STRUCTURAL CHARACTERIZATION OF GEMINI-BASED NANOPARTICLES FOR DELIVERY OF DNA

Abstract

Cationic gemini surfactants have been used for delivery of DNA into cells. These cationic surfactants are known to strongly bind to DNA to form a complex. In the dilute regimen, when the gemini-DNA complexes are mixed with helper neutral lipids, they undergo spontaneous assembly to form particles that are able to transfect DNA into the cells. In this study, the structure of several gemini surfactants, gemini-DNA complexes and gemini-DNA-neutral lipids complexes were systematically examined by small angle x-ray scattering (SAXS). The gemini surfactants were found to form micelles of varying shapes and arrangements modulated by the nature of spacer region and tail lengths. This includes ellipsoidal and worm-like micelles (as in the case of the 12- s-12 series) and disk-shaped hexagonally packed micelles (as in the case of 16-3-16). In addition to the study of the gemini surfactants, the effect of varying the DNA: gemini charge ratio on the DNA-gemini assembly was studied. The scattering pattern has shown that in the presence of excess gemini surfactants, free unbound surfactants exist in the solution.
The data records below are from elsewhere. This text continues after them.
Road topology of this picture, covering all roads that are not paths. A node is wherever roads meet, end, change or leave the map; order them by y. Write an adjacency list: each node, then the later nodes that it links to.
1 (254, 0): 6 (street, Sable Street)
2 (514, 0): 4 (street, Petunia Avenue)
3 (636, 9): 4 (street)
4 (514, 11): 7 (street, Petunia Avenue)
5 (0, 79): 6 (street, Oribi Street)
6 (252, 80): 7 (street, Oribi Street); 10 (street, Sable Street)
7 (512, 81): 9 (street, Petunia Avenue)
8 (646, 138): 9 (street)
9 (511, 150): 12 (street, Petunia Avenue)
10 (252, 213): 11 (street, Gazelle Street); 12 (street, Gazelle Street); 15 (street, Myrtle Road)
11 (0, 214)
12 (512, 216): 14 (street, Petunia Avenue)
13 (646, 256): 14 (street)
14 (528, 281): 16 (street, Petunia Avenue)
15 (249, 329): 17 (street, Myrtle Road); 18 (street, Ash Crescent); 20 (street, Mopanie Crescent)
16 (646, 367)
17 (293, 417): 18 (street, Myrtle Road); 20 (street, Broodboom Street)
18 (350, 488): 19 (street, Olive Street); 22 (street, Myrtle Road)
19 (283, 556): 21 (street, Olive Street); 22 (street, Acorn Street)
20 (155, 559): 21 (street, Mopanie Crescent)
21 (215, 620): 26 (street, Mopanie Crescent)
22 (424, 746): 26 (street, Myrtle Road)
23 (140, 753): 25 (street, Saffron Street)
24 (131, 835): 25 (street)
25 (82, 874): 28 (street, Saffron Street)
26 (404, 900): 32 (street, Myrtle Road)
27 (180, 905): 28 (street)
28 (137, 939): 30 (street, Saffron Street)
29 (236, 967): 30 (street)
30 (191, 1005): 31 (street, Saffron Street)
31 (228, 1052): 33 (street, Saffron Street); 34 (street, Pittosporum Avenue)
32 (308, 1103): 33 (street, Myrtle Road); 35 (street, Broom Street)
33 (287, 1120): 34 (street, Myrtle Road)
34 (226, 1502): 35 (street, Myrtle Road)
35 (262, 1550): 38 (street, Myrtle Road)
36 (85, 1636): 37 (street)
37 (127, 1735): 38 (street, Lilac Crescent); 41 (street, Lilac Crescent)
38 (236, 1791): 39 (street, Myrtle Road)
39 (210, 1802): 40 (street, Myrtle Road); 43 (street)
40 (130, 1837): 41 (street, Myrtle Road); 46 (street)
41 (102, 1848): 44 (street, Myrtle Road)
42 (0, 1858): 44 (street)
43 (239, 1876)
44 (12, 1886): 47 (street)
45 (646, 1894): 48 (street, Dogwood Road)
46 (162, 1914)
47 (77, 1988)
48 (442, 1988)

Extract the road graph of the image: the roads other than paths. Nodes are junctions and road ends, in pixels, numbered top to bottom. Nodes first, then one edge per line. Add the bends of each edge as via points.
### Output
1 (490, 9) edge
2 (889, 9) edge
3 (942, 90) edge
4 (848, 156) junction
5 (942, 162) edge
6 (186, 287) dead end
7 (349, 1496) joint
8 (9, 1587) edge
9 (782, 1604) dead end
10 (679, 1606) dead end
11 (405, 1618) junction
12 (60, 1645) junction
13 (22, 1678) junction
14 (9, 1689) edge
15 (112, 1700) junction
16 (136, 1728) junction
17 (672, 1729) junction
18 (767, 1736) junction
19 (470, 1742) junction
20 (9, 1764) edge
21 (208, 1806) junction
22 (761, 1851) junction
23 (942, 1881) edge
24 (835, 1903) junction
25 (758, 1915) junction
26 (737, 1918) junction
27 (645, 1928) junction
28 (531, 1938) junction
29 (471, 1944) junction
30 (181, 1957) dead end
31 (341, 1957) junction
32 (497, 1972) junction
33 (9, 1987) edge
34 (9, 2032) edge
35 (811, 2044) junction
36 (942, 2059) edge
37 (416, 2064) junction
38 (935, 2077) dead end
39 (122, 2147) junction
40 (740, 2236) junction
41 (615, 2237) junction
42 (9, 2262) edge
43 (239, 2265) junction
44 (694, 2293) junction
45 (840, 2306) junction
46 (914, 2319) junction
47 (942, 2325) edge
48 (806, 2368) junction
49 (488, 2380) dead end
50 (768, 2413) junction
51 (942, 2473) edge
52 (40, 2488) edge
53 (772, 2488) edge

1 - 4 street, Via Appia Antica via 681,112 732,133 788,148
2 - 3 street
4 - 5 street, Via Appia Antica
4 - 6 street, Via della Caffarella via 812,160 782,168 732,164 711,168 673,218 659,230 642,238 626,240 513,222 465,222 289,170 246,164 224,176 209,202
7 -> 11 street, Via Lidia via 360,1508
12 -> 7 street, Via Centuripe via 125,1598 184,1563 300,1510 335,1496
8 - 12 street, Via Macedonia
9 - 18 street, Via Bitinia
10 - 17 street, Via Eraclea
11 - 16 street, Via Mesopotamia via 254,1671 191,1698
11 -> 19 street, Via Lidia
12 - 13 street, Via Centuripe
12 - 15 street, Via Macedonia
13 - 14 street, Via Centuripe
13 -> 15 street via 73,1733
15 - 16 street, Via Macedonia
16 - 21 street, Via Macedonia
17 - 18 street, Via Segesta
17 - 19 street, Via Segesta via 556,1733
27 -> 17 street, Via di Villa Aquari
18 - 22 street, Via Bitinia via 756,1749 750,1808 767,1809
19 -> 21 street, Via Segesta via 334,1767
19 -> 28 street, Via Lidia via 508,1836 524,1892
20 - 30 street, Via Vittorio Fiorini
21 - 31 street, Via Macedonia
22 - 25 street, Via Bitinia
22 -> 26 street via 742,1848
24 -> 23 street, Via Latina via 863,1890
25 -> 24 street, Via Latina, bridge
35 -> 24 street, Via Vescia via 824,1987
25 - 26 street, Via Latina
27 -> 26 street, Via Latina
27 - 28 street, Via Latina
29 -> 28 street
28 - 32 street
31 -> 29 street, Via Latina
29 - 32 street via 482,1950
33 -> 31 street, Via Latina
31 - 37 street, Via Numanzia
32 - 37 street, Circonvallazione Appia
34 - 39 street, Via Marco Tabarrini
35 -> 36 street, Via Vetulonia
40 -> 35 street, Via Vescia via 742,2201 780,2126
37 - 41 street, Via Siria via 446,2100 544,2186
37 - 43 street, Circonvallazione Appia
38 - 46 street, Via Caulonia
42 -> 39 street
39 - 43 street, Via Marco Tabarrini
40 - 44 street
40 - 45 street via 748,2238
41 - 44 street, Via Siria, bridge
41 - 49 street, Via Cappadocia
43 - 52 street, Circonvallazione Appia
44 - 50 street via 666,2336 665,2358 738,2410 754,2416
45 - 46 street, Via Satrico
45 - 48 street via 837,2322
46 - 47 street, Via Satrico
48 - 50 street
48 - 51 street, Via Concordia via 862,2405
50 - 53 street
Upon the addition of neutral lipids, DNA-gemini-neutral lipid complexes are formed. The scattering patterns of the latter showed evidence of a strong interaction of the neutral lipids with the free gemini surfactants and the overcharged DNA-gemini complexes. Effectively, overcharging DNA-gemini complexes seem to aid in its incorporation into the neutral lipid matrix. These findings shed the light on the structure of DNA-gemini-neutral lipid systems and provide insights into the factors that influence the spontaneity of the self-assembly process.

More importantly, the presented work provides a general strategy that can be applied to the study of similar systems using small angle x-ray scattering. A helium and vacuum chambers were made to enable testing the feasibility of the technique at the Canadian Light Source. Further, a pipeline was written to automate the reduction and analysis of SAXS data.